Web Scalability for Beginners
Almost every new application starts out its life under very simple circumstances. The beginning means few users (mostly in the hundreds, rarely thousands), low traffic, few transactions, a small amount of data to process, and oftentimes limited clients ( at first most apps have just a web portal and no mobile or desktop clients at all). However, the number of users starts to grow, traffic spikes, transactions increase across the system, and user needs might prompt the requirement of mobile, desktop, and (in rare cases) IoT clients to be served.
In this post, we take a look at the requirements that arise from growing pressure on an application. We will go over the effects of this rising pressure on the system's performance, and explore how to respond to it.
What does it mean for a system to scale?
Scalability can be defined as a system's ability to adjust in a cost-effective manner in order to fulfill the demands of that system. This "cost" is not always monetary - it can include time investment, the amount of maintenance required (automation versus manual), as well as the human resources needed to keep the system running successfully.
A system needs to be able to grow to adequately handle more users, process more data, and handle more transactions or client requests without affecting the overall user experience. A well-scaled system should also allow scaling down. Although scaling down is mostly less important than scaling up, it is important to save costs and not use more than what is required.

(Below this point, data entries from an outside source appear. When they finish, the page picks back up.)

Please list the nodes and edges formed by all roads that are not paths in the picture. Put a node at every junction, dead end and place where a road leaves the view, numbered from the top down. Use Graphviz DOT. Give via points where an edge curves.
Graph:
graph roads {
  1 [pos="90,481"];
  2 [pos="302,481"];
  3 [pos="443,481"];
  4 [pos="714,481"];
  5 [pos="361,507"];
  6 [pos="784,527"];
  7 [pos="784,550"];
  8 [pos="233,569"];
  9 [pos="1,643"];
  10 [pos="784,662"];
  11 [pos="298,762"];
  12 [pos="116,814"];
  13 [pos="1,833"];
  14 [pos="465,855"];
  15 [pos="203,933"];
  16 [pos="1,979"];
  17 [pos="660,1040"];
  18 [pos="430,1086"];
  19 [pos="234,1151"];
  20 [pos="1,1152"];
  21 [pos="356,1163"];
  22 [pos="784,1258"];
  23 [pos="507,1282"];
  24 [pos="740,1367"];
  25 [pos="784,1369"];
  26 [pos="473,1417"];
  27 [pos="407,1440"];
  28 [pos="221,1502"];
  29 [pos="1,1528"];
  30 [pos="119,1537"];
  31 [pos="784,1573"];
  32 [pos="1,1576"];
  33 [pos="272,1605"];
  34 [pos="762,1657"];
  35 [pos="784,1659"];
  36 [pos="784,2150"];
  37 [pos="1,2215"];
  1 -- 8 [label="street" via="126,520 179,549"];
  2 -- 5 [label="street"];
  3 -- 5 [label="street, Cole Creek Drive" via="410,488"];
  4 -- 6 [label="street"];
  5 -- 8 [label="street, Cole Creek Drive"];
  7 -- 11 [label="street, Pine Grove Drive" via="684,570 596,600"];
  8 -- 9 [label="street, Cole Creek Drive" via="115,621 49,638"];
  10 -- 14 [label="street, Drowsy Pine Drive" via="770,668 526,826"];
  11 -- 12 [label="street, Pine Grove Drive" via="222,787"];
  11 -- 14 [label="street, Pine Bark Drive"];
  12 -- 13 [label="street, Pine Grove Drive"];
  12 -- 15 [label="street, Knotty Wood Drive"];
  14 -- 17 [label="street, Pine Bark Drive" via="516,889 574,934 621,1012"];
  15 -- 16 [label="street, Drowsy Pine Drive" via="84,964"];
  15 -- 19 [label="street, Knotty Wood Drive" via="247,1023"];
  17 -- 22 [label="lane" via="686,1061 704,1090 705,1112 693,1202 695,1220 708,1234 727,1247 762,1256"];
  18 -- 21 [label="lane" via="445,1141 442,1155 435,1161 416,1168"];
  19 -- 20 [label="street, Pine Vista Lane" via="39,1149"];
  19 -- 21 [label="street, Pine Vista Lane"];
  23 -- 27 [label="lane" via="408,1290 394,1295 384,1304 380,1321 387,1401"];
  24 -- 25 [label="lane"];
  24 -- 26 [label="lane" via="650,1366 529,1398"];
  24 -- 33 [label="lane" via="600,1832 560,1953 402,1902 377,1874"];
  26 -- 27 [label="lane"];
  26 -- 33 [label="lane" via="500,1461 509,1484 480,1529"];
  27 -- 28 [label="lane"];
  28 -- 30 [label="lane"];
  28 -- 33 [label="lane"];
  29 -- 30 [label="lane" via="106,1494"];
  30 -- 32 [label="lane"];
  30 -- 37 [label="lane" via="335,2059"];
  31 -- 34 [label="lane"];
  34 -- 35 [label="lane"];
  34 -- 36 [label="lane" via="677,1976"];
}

The scaling setup should also be relatively cheap and quick to do, thus it is advised to take advantage of the work already done by cloud providers and IaaS platforms.
What are reason for scalability issues?
There are so many areas in a system's infrastructure and codebase where scalability issues can arise. However, most scalability issues can be categorized into these 3 areas:
1) Ability to serve more users
As users of an application increase, more pressure is put on the system to serve each user accordingly. Users operate on the software in isolation from one another, which makes it difficult for them to hear the excuse that other users are causing their experience to worsen. A properly scaled application should be ready to handle an increasing number of concurrent users using the application without affecting each user's experience.
For the system's infrastructure, higher concurrency means more open connections, more active threads, more CPU context switches, and more messages being processed at the same time.
2) Ability to process more data
Imagine an invoice system that needs to calculate the gross total amount for the sales in a year for a product. At an average of a thousand sales a year, the system handles this fine. Suddenly, the product becomes popular due to a boost in ad campaigns and now the system has to process hundreds of thousands of sales in a single year. Such a scenario would put a lot of pressure on the logic in the system that has to calculate the total gross amount for a year's sales. The process would take a longer time to complete and the system could easily run out of memory and terminate the process.
Also, read and write operations on the database increase and can even get worse if queries are not written to efficiently search, sort, and fetch data.
Then, there is data required to be sent over the network to clients. This can easily run down the bandwidth if not effectively handled. Clients, especially mobile clients, have limited memory to store data received from servers and therefore certain clients will need specific considerations based on the amount of data they can handle.
3) Ability to handle high interaction rates
Clients of applications like e-commerce sites make a fair amount of requests to their backend servers. For some of these low-interaction sites, the difference in time between consecutive requests can be as much as 10 to 100 seconds. However, imagine an online multi-player gaming application or stock exchange application, which are types of applications that can make hundreds of requests to their backend servers within a few seconds.
For the high interaction sites described above, latency is a very huge factor in their performance. Such apps cannot afford microseconds of delay as users have to make quick decisions based on the real-time state of the application.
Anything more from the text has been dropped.